Por
Anónimo
QUIERO COGER CON MI HERMANA
De niños, aquellos juegos de «papás y mamás» inocentes para otros, para nosotros eran rituales cargados de una tensión sexual que apenas podíamos comprender. Recuerdo con una claridad enfermiza la textura de su piel bajo mis dedos infantiles. Nunca hubo una penetración completa, solo frotamientos desesperados, roces húmedos contra su entrepierna mientras nos aplastábamos el uno contra el otro, y aquella vez, en año nuevo, que logré introducir apenas la punta de mi miembro en su ano, un calor tan intenso y prohibido que ambos retrocedimos asustados por el escalofrío que nos recorrió la espalda.
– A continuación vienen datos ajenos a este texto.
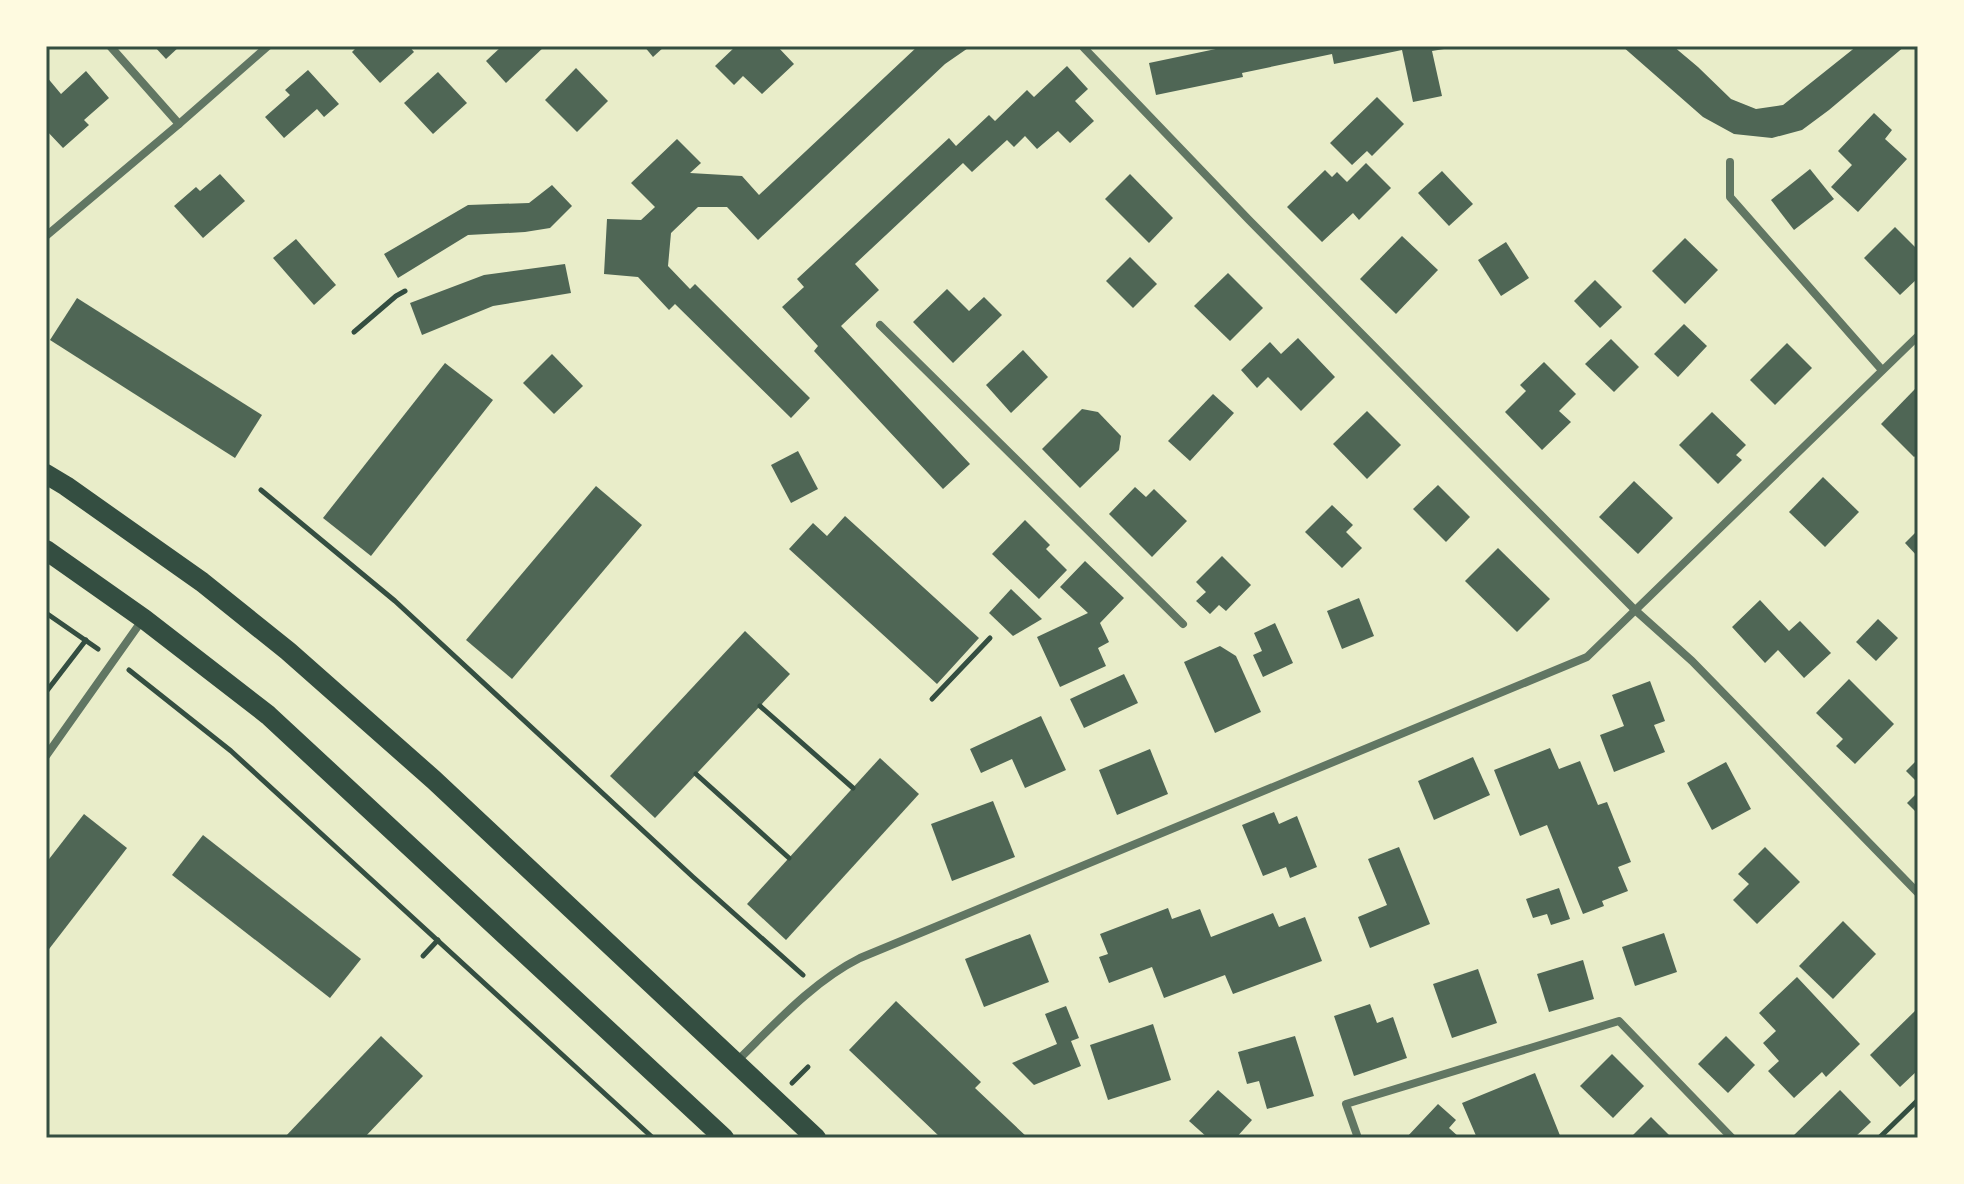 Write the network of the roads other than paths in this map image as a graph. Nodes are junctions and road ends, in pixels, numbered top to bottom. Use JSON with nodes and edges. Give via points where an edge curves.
{"nodes":[{"id":1,"x":110,"y":46,"type":"edge"},
{"id":2,"x":268,"y":46,"type":"edge"},
{"id":3,"x":1084,"y":48,"type":"dead end"},
{"id":4,"x":179,"y":124,"type":"junction"},
{"id":5,"x":1730,"y":162,"type":"dead end"},
{"id":6,"x":46,"y":236,"type":"edge"},
{"id":7,"x":880,"y":325,"type":"dead end"},
{"id":8,"x":1918,"y":336,"type":"edge"},
{"id":9,"x":1882,"y":370,"type":"junction"},
{"id":10,"x":46,"y":474,"type":"edge"},
{"id":11,"x":46,"y":550,"type":"edge"},
{"id":12,"x":1635,"y":610,"type":"junction"},
{"id":13,"x":144,"y":619,"type":"junction"},
{"id":14,"x":1183,"y":624,"type":"dead end"},
{"id":15,"x":46,"y":756,"type":"edge"},
{"id":16,"x":1918,"y":893,"type":"edge"},
{"id":17,"x":735,"y":1063,"type":"junction"},
{"id":18,"x":724,"y":1138,"type":"edge"},
{"id":19,"x":816,"y":1138,"type":"edge"},
{"id":20,"x":1358,"y":1138,"type":"edge"},
{"id":21,"x":1732,"y":1138,"type":"edge"}],
"edges":[{"from":1,"to":4,"type":"street"},
{"from":2,"to":4,"type":"street"},
{"from":3,"to":12,"type":"street"},
{"from":4,"to":6,"type":"street"},
{"from":5,"to":9,"type":"street","via":[[1730,197]]},
{"from":7,"to":14,"type":"street"},
{"from":8,"to":9,"type":"street"},
{"from":9,"to":12,"type":"street"},
{"from":10,"to":17,"type":"main road","via":[[202,582],[288,651],[434,780]]},
{"from":11,"to":13,"type":"main road"},
{"from":12,"to":16,"type":"street","via":[[1692,661]]},
{"from":12,"to":17,"type":"street","via":[[1587,657],[837,969]]},
{"from":13,"to":15,"type":"street"},
{"from":13,"to":18,"type":"main road","via":[[268,715]]},
{"from":17,"to":19,"type":"main road"},
{"from":20,"to":21,"type":"street","via":[[1346,1104],[1619,1021]]}]}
Nuestro mayor encuentro fue una noche de verano sofocante. El sonido de los fuegos artificiales estallaba fuera mientras ella, con una audacia que me dejó paralizado, deslizó su mano dentro de mi pantalón y comenzó a masturbarme con una torpeza que me volvía loco. Yo respondí metiéndole dos dedos en su vagina, ya empapada, sintiendo cómo se contraía alrededor de ellos. El olor a nuestro sexo mezclado llenaba la habitación, un aroma dulzón y adictivo que todavía persigo en mis recuerdos más oscuros. Ella vino primero, con un gemido ronco que ahogó contra mi hombro, y sentir cómo su cuerpo entero se estremecía en mis brazos fue la sensación más poderosa que he experimentado.
Tras su regreso de un viaje, ella tomó la iniciativa otra vez. Me mostró sus pechos con una mezcla de vergüenza y orgullo, y yo me abalancé sobre ellos como un animal hambriento, chupando y mordiendo sus pezones hasta hacerla gritar. Nuestros besos ya no eran de exploración; eran húmedos, sucios, desesperados, con lenguas que se batían en duelo mientras nuestras manos recorrían cada centímetro de piel accesible, buscando siempre llegar más lejos, desgarrar la última barrera.
La mudanza lo arruinó todo. Ahora, con 20 años y ella con 19, solo me quedan esos recuerdos que me atormentan cada noche. La intento tocar, una mano furtiva que busca aferrarse a sus nalgas firmes sobre el jeans, pero ella se quita con un movimiento rápido, una mirada que no sé descifrar: ¿asco, miedo o la misma necesidad putrefacta que yo siento? La vi desnuda por última vez hace un año, y la imagen de sus pechos perfectos, redondos y firmes, con esos pezones oscuros que se endurecían con solo mirarlos, me persigue en cada sueño húmedo.
¿Qué hacer? La necesidad me está volviendo loco. Pienso en arrinconarla en el baño cuando nuestros padres no estén, en repetir aquellos juegos con la fuerza que nos da ser adultos, en obligarla a recordar lo mucho que los dos lo disfrutábamos. Quiero olerla otra vez, saborearla, oír cómo gime mi nombre cuando le entre hasta el fondo, por delante o por detrás, da igual. El morbo de que sea mi hermana, de que sea la misma sangre corriendo por nuestras venas, es lo que hace que cada latido me pida a gritos violar todos los límites.